Start of Block

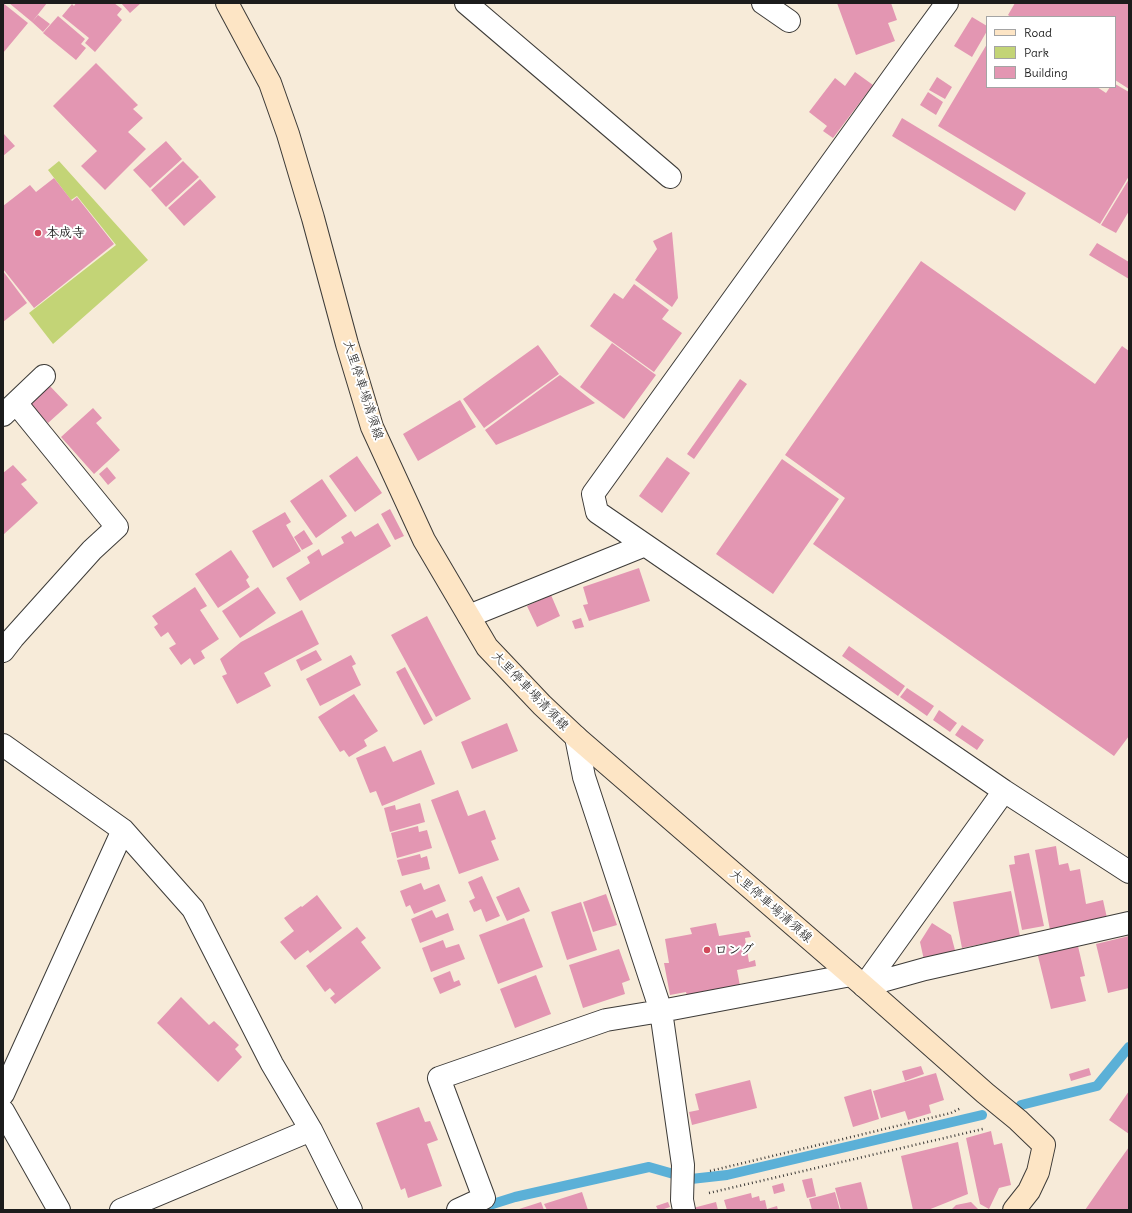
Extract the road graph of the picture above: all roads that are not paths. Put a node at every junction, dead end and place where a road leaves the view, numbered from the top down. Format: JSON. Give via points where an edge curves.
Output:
{"nodes":[{"id":1,"x":228,"y":3,"type":"edge"},
{"id":2,"x":466,"y":3,"type":"edge"},
{"id":3,"x":763,"y":3,"type":"edge"},
{"id":4,"x":947,"y":3,"type":"edge"},
{"id":5,"x":789,"y":21,"type":"dead end"},
{"id":6,"x":670,"y":177,"type":"dead end"},
{"id":7,"x":44,"y":376,"type":"dead end"},
{"id":8,"x":10,"y":409,"type":"edge"},
{"id":9,"x":645,"y":545,"type":"junction"},
{"id":10,"x":469,"y":616,"type":"junction"},
{"id":11,"x":3,"y":651,"type":"edge"},
{"id":12,"x":576,"y":737,"type":"junction"},
{"id":13,"x":3,"y":745,"type":"edge"},
{"id":14,"x":1004,"y":791,"type":"junction"},
{"id":15,"x":123,"y":830,"type":"junction"},
{"id":16,"x":1129,"y":872,"type":"edge"},
{"id":17,"x":1129,"y":922,"type":"edge"},
{"id":18,"x":858,"y":980,"type":"junction"},
{"id":19,"x":661,"y":1011,"type":"junction"},
{"id":20,"x":3,"y":1094,"type":"edge"},
{"id":21,"x":3,"y":1111,"type":"edge"},
{"id":22,"x":311,"y":1130,"type":"junction"},
{"id":23,"x":683,"y":1187,"type":"edge"},
{"id":24,"x":59,"y":1210,"type":"edge"},
{"id":25,"x":121,"y":1210,"type":"edge"},
{"id":26,"x":351,"y":1210,"type":"edge"},
{"id":27,"x":458,"y":1210,"type":"edge"},
{"id":28,"x":1014,"y":1210,"type":"edge"}],
"edges":[{"from":1,"to":10,"type":"main road","name":"大里停車場清須線","via":[[270,83],[288,134],[372,427],[424,540]]},
{"from":2,"to":6,"type":"street"},
{"from":3,"to":5,"type":"street"},
{"from":4,"to":9,"type":"street","via":[[593,494],[597,512]]},
{"from":7,"to":8,"type":"street"},
{"from":8,"to":11,"type":"street","via":[[117,527],[92,550]]},
{"from":9,"to":10,"type":"street"},
{"from":9,"to":14,"type":"street"},
{"from":10,"to":12,"type":"main road","name":"大里停車場清須線","via":[[488,647],[542,706]]},
{"from":12,"to":18,"type":"main road","name":"大里停車場清須線"},
{"from":12,"to":19,"type":"street","via":[[584,777]]},
{"from":13,"to":15,"type":"street"},
{"from":14,"to":16,"type":"street"},
{"from":14,"to":18,"type":"street"},
{"from":15,"to":20,"type":"street"},
{"from":15,"to":22,"type":"street","via":[[193,909],[272,1064]]},
{"from":17,"to":18,"type":"street","via":[[925,968]]},
{"from":18,"to":19,"type":"street"},
{"from":18,"to":28,"type":"main road","name":"大里停車場清須線","via":[[1018,1120],[1044,1146],[1038,1172],[1029,1191]]},
{"from":19,"to":23,"type":"street"},
{"from":19,"to":27,"type":"street","via":[[606,1020],[439,1078],[484,1198]]},
{"from":21,"to":24,"type":"street"},
{"from":22,"to":25,"type":"street"},
{"from":22,"to":26,"type":"street"}]}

End of Block

What you need to do:
Copy every line from the entries that contains the word "dead".

Response to the exercise:
Extract the road graph of the picture above: all roads that are not paths. Put a node at every junction, dead end and place where a road leaves the view, numbered from the top down. Format: JSON. Give via points where an edge curves.
{"id":5,"x":789,"y":21,"type":"dead end"},
{"id":6,"x":670,"y":177,"type":"dead end"},
{"id":7,"x":44,"y":376,"type":"dead end"},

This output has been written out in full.